Anne Olson was appointed CEO in 2023 and pursued a strategy to close the gap to NAV, albeit in a difficult environment. The company sold properties in tertiary markets, expanded into new markets such as Salt Lake City, and used a redevelopment program to boost cash flow at existing properties. Due to high leverage, the company was not able to buyback a meaningful amount of shares. None of the strategies ultimately attracted enough investor attention to close the gap, and, on November 11, 2025, CSR announced that the company was pursuing strategic alternatives.
We immediately engaged with management and initiated a position based on our belief that the company could close the gap between market price and NAV through a sale of the company. As of March 31, 2026, CSR is trading at an estimated 7.1% cap rate, which compares to an estimated private market cap rate of 5.9%, resulting in a 30% discount to NAV. While a transaction is not guaranteed, we are confident that this management team will make the best decision available for shareholders, whether it is a full company sale or a steady liquidation. Notably, multifamily peers Veris Residential and Elme Communities (NYSE: ELME) are in the process of liquidation and have outperformed the average multifamily REIT by 3,160 and 3,430 basis points, respectively, since announcing those plans.
Our history with WSR goes back more than a decade. Headquartered in Houston, and with over 20% of its net operating income coming from the market, we have a deep understanding of the unique property set. We have also toured most assets in the Phoenix and Dallas markets (40% and 20% of the portfolio, respectively). The company has traded at a meaningful discount to NAV for most of its history since its 2010 IPO due to high leverage, high general and administrative costs (G&A), a high dividend payout ratio (over 100%), and corporate governance concerns.
In 2022, the company fired the CEO for cause, cut the dividend, and began a path toward lower leverage. As of December 31, 2025, leverage had declined to 7.0x net debt/EBITDA (from >9.0x in 2019), the payout ratio was 70%, and G&A as a percentage of assets had declined to 1.5% (from nearly 2% in 2019). However, corporate governance concerns are re-entering the story after rebuffing takeout offers for the company in 2024 and 2025.
We began buying WSR in June 2025 at an average price of ~$12.35 per share, with the view that the company’s NAV per share would be growing due to strong performance of retail assets (a large overweight in the Chilton REIT Composite), and the potential for a take-out at a price close to NAV. Already, the former CEO has proposed a new slate of directors for the upcoming annual meeting, and there are rumors of other shareholders pursuing proxy campaigns. We sent a letter to the Board of Directors in November stating that the company was vulnerable to activism unless they decide to pursue strategic alternatives to close the NAV discount.

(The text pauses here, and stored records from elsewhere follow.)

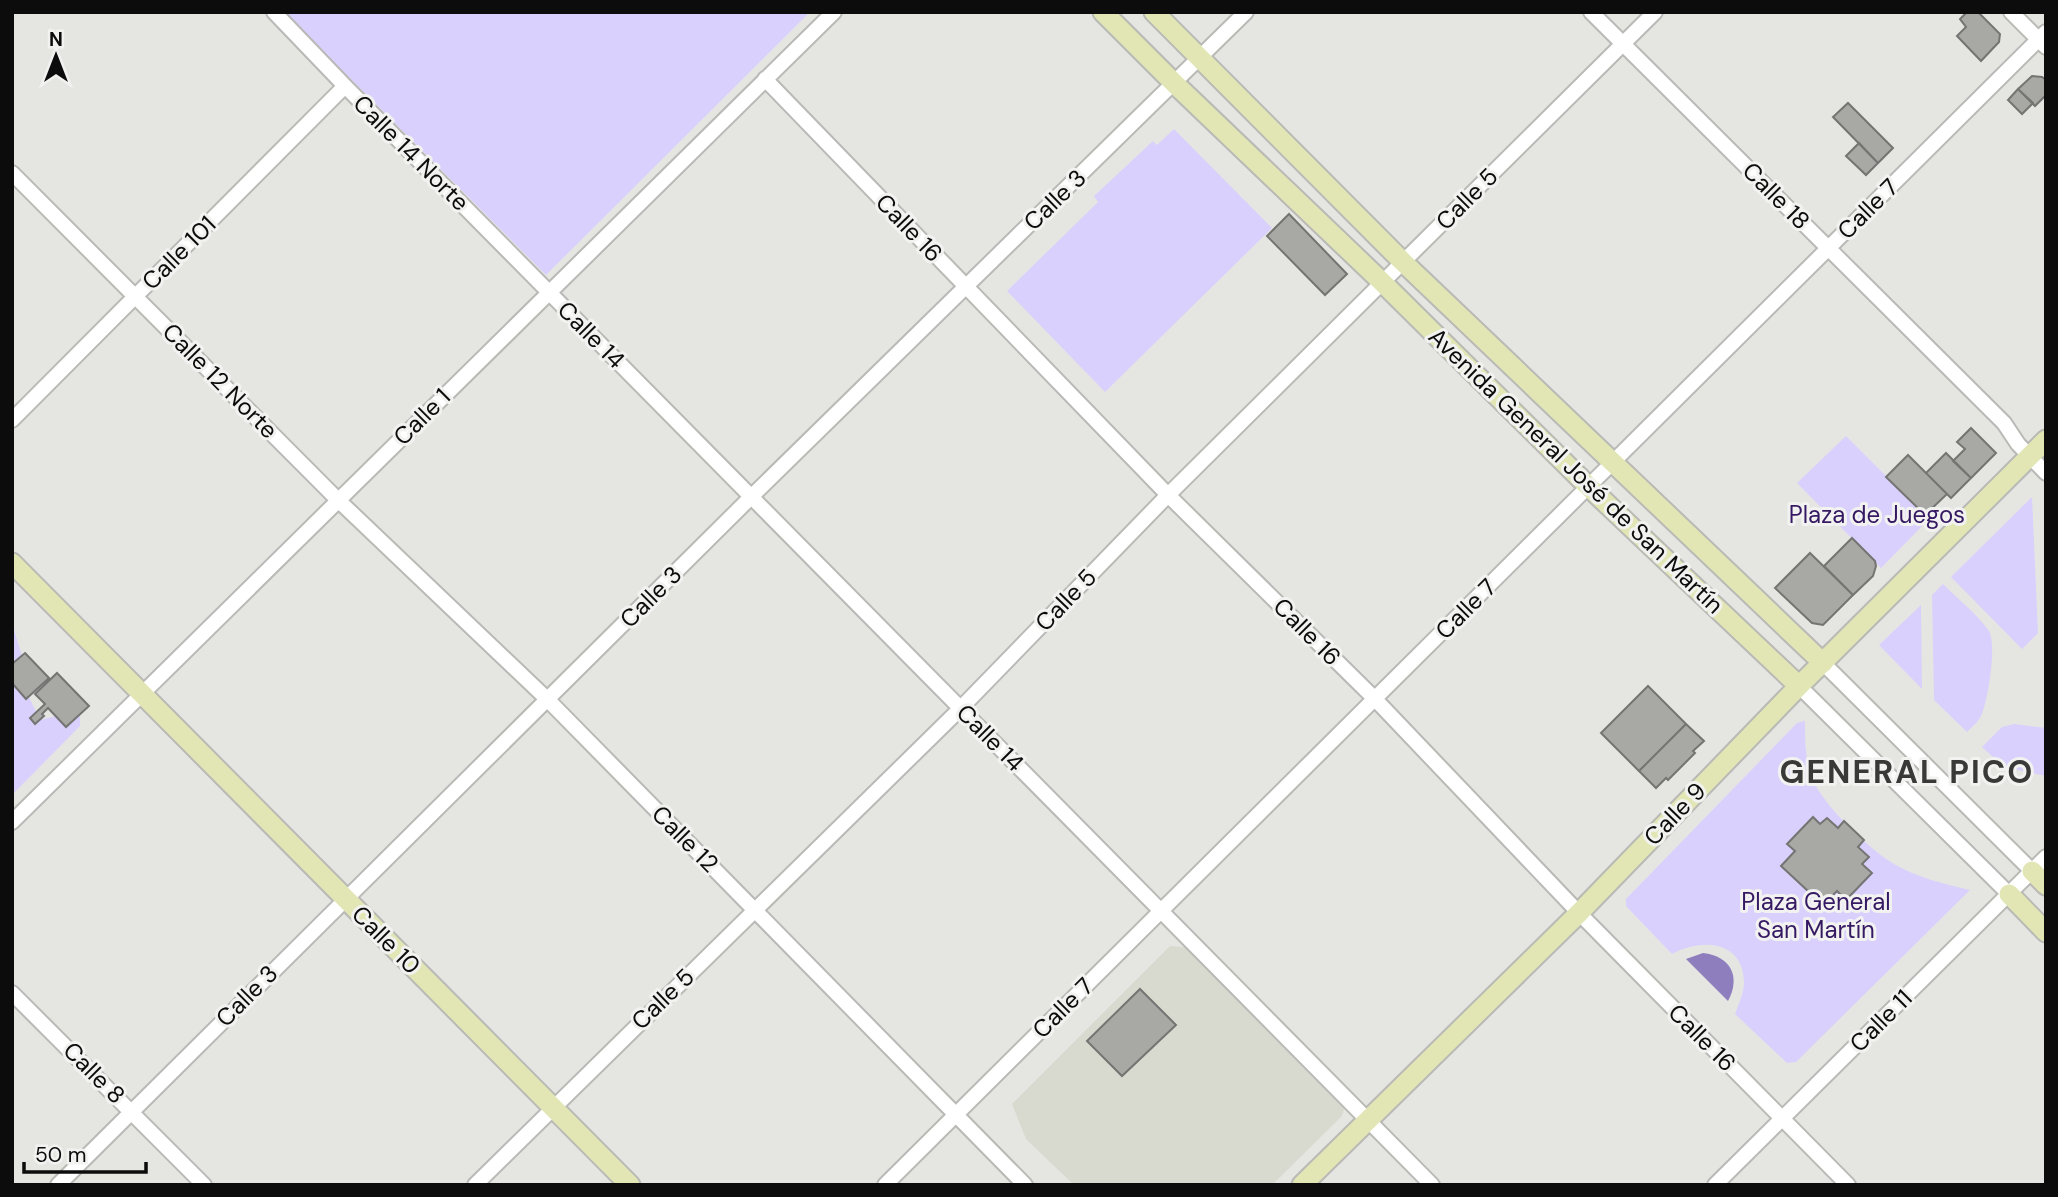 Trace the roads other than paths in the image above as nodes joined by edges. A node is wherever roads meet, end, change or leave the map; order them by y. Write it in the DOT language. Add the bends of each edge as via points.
graph roads {
  1 [pos="274,12"];
  2 [pos="834,12"];
  3 [pos="1103,12"];
  4 [pos="1154,12"];
  5 [pos="1246,12"];
  6 [pos="1591,12"];
  7 [pos="1655,12"];
  8 [pos="2011,12"];
  9 [pos="2043,40"];
  10 [pos="1622,43"];
  11 [pos="1200,58"];
  12 [pos="765,79"];
  13 [pos="1174,83"];
  14 [pos="345,86"];
  15 [pos="12,173"];
  16 [pos="1828,248"];
  17 [pos="1403,262"];
  18 [pos="1383,283"];
  19 [pos="966,286"];
  20 [pos="548,292"];
  21 [pos="135,297"];
  22 [pos="12,420"];
  23 [pos="2046,440"];
  24 [pos="2029,456"];
  25 [pos="1614,462"];
  26 [pos="2046,473"];
  27 [pos="1590,487"];
  28 [pos="1168,495"];
  29 [pos="751,497"];
  30 [pos="338,500"];
  31 [pos="12,563"];
  32 [pos="1823,663"];
  33 [pos="1799,686"];
  34 [pos="142,694"];
  35 [pos="1374,698"];
  36 [pos="548,700"];
  37 [pos="961,708"];
  38 [pos="12,822"];
  39 [pos="2041,871"];
  40 [pos="2009,894"];
  41 [pos="345,898"];
  42 [pos="754,909"];
  43 [pos="1161,911"];
  44 [pos="1579,913"];
  45 [pos="2046,932"];
  46 [pos="12,993"];
  47 [pos="553,1107"];
  48 [pos="132,1111"];
  49 [pos="956,1114"];
  50 [pos="1782,1119"];
  51 [pos="1368,1120"];
  52 [pos="58,1185"];
  53 [pos="204,1185"];
  54 [pos="475,1185"];
  55 [pos="630,1185"];
  56 [pos="885,1185"];
  57 [pos="1024,1185"];
  58 [pos="1302,1185"];
  59 [pos="1432,1185"];
  60 [pos="1715,1185"];
  61 [pos="1848,1185"];
  1 -- 14 [label="street, Calle 14 Norte"];
  2 -- 12 [label="street, Calle 1"];
  3 -- 13 [label="main road, Avenida General José de San Martín"];
  4 -- 11 [label="main road, Avenida General José de San Martín"];
  5 -- 11 [label="street, Calle 3"];
  6 -- 10 [label="street, Calle 18"];
  7 -- 10 [label="street, Calle 5"];
  8 -- 9 [label="street"];
  9 -- 16 [label="street, Calle 7"];
  10 -- 16 [label="street, Calle 18"];
  10 -- 17 [label="street, Calle 5"];
  11 -- 13 [label="street, Calle 3"];
  11 -- 17 [label="main road, Avenida General José de San Martín"];
  12 -- 19 [label="street, Calle 16"];
  12 -- 20 [label="street, Calle 1"];
  13 -- 18 [label="main road, Avenida General José de San Martín"];
  13 -- 19 [label="street, Calle 3"];
  14 -- 20 [label="street, Calle 14 Norte"];
  14 -- 21 [label="street, Calle 101"];
  15 -- 21 [label="street, Calle 12 Norte"];
  16 -- 24 [label="street, Calle 18" via="2004,423"];
  16 -- 25 [label="street, Calle 7"];
  17 -- 18 [label="street, Calle 5"];
  17 -- 25 [label="main road, Avenida General José de San Martín"];
  18 -- 27 [label="main road, Avenida General José de San Martín"];
  18 -- 28 [label="street, Calle 5"];
  19 -- 28 [label="street, Calle 16"];
  19 -- 29 [label="street, Calle 3"];
  20 -- 29 [label="street, Calle 14"];
  20 -- 30 [label="street, Calle 1"];
  21 -- 22 [label="street, Calle 101"];
  21 -- 30 [label="street, Calle 12 Norte"];
  23 -- 24 [label="main road, Calle 9"];
  24 -- 26 [label="street, Calle 18"];
  24 -- 32 [label="main road, Calle 9"];
  25 -- 27 [label="street, Calle 7"];
  25 -- 32 [label="main road, Avenida General José de San Martín"];
  27 -- 33 [label="main road, Avenida General José de San Martín"];
  27 -- 35 [label="street, Calle 7"];
  28 -- 35 [label="street, Calle 16"];
  28 -- 37 [label="street, Calle 5"];
  29 -- 36 [label="street, Calle 3"];
  29 -- 37 [label="street, Calle 14"];
  30 -- 34 [label="street, Calle 1"];
  30 -- 36 [label="street, Calle 12"];
  31 -- 34 [label="main road, Calle 10"];
  32 -- 33 [label="main road, Calle 9"];
  32 -- 39 [label="street, Avenida General José de San Martín"];
  33 -- 40 [label="street, Avenida General José de San Martín"];
  33 -- 44 [label="main road, Calle 9"];
  34 -- 38 [label="street, Calle 1"];
  34 -- 41 [label="main road, Calle 10"];
  35 -- 43 [label="street, Calle 7"];
  35 -- 44 [label="street, Calle 16"];
  36 -- 41 [label="street, Calle 3"];
  36 -- 42 [label="street, Calle 12"];
  37 -- 42 [label="street, Calle 5"];
  37 -- 43 [label="street, Calle 14"];
  39 -- 40 [label="street, Calle 11"];
  40 -- 45 [label="main road, Avenida General José de San Martín"];
  40 -- 50 [label="street, Calle 11"];
  41 -- 47 [label="main road, Calle 10"];
  41 -- 48 [label="street, Calle 3"];
  42 -- 47 [label="street, Calle 5"];
  42 -- 49 [label="street, Calle 12"];
  43 -- 49 [label="street, Calle 7"];
  43 -- 51 [label="street, Calle 14"];
  44 -- 50 [label="street, Calle 16"];
  44 -- 51 [label="main road, Calle 9"];
  46 -- 48 [label="street, Calle 8"];
  47 -- 54 [label="street, Calle 5"];
  47 -- 55 [label="main road, Calle 10"];
  48 -- 52 [label="street, Calle 3"];
  48 -- 53 [label="street, Calle 8"];
  49 -- 56 [label="street, Calle 7"];
  49 -- 57 [label="street, Calle 12"];
  50 -- 60 [label="street, Calle 11"];
  50 -- 61 [label="street, Calle 16"];
  51 -- 58 [label="main road, Calle 9"];
  51 -- 59 [label="street, Calle 14"];
} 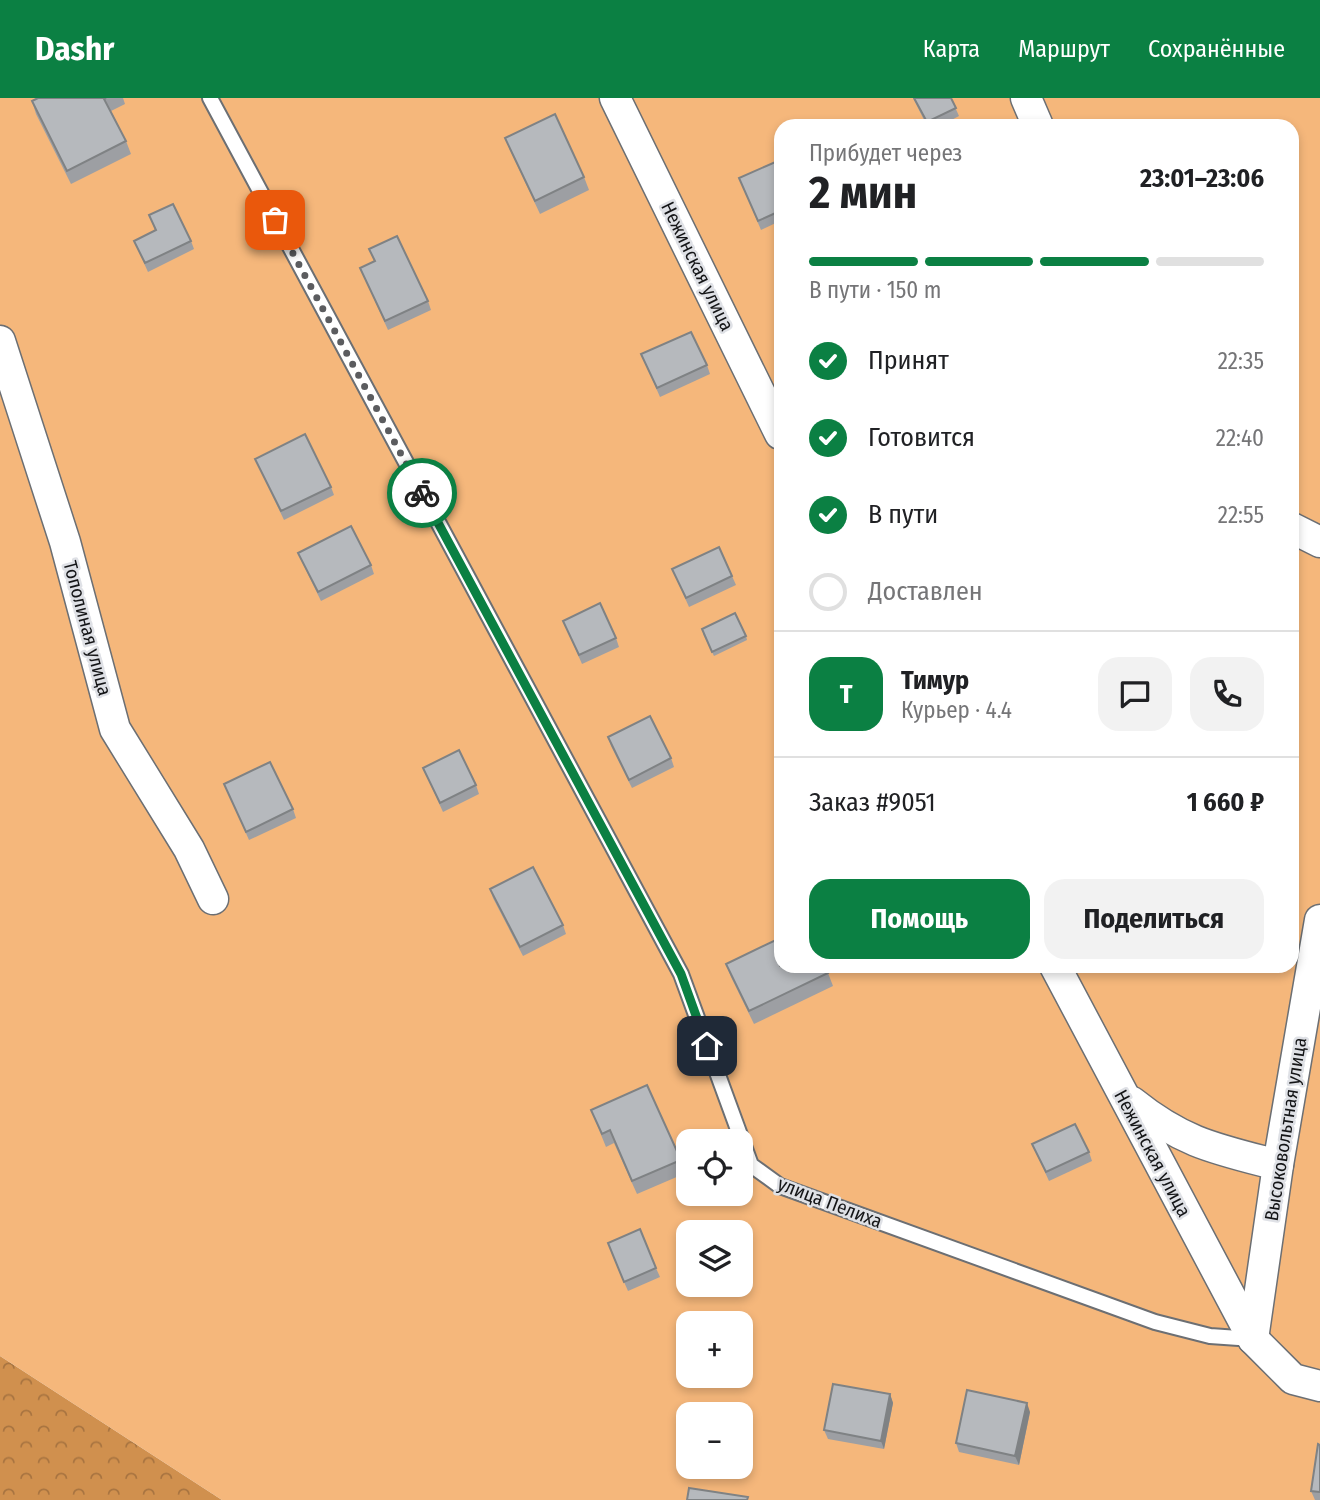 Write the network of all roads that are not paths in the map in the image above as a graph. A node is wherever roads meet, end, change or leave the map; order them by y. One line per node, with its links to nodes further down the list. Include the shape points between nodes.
1 (210, 98): 14 (lane, улица Пелиха, via 681,974 751,1165 780,1186 1155,1322 1210,1336)
2 (615, 98): 6 (street, Нежинская улица)
3 (1027, 98): 4 (street)
4 (1035, 119)
5 (0, 341): 9 (street, Тополиная улица, via 65,542 115,729 189,849)
6 (774, 422)
7 (1299, 532): 8 (street)
8 (1320, 542)
9 (213, 899)
10 (1320, 920): 13 (street, Высоковольтная улица)
11 (1059, 973): 12 (street, Нежинская улица)
12 (1121, 1093): 13 (street, via 1165,1128 1206,1147); 14 (street, Нежинская улица)
13 (1278, 1166): 14 (street, Высоковольтная улица)
14 (1253, 1339): 15 (street, via 1293,1379)
15 (1320, 1386)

On March 5, Reuters reported that WSR had hired Bank of America to advise the company on a sale process, and TPG and Blackstone (NYSE: BX) had expressed interest in making offers. This follows increasing activity from Blackstone in the shopping center space: ROIC ($4 billion) closed in February 2025, ALEX ($2.3 billion) closed in March 2026, and a $440 million Texas portfolio purchased early this year.
As of March 31, WSR trades at a 7.6% implied cap rate, which compares to an estimated private market cap rate of 6.8%, resulting in a 15% discount to NAV. We would also argue that the private market cap rates for open air retail are trending lower, meaning a buyer could potentially pay a premium to current NAV.
While we are hopeful that CSR and WSR will make the best decisions for shareholders, we can’t be sure. History is littered with failed takeovers and activism attempts, especially in REITland. Elliott, a leading activist investor, was successful in gaining board seats at Rexford (NYSE: REXR) and Crown Castle (NYSE: CCI), and the share prices of these companies are ~18% and ~22% below their levels when the positions were publicly disclosed, respectively (unaffected share price based on REXR’s closing value on August 26, 2025, and CCI’s closing value on November 24, 2023).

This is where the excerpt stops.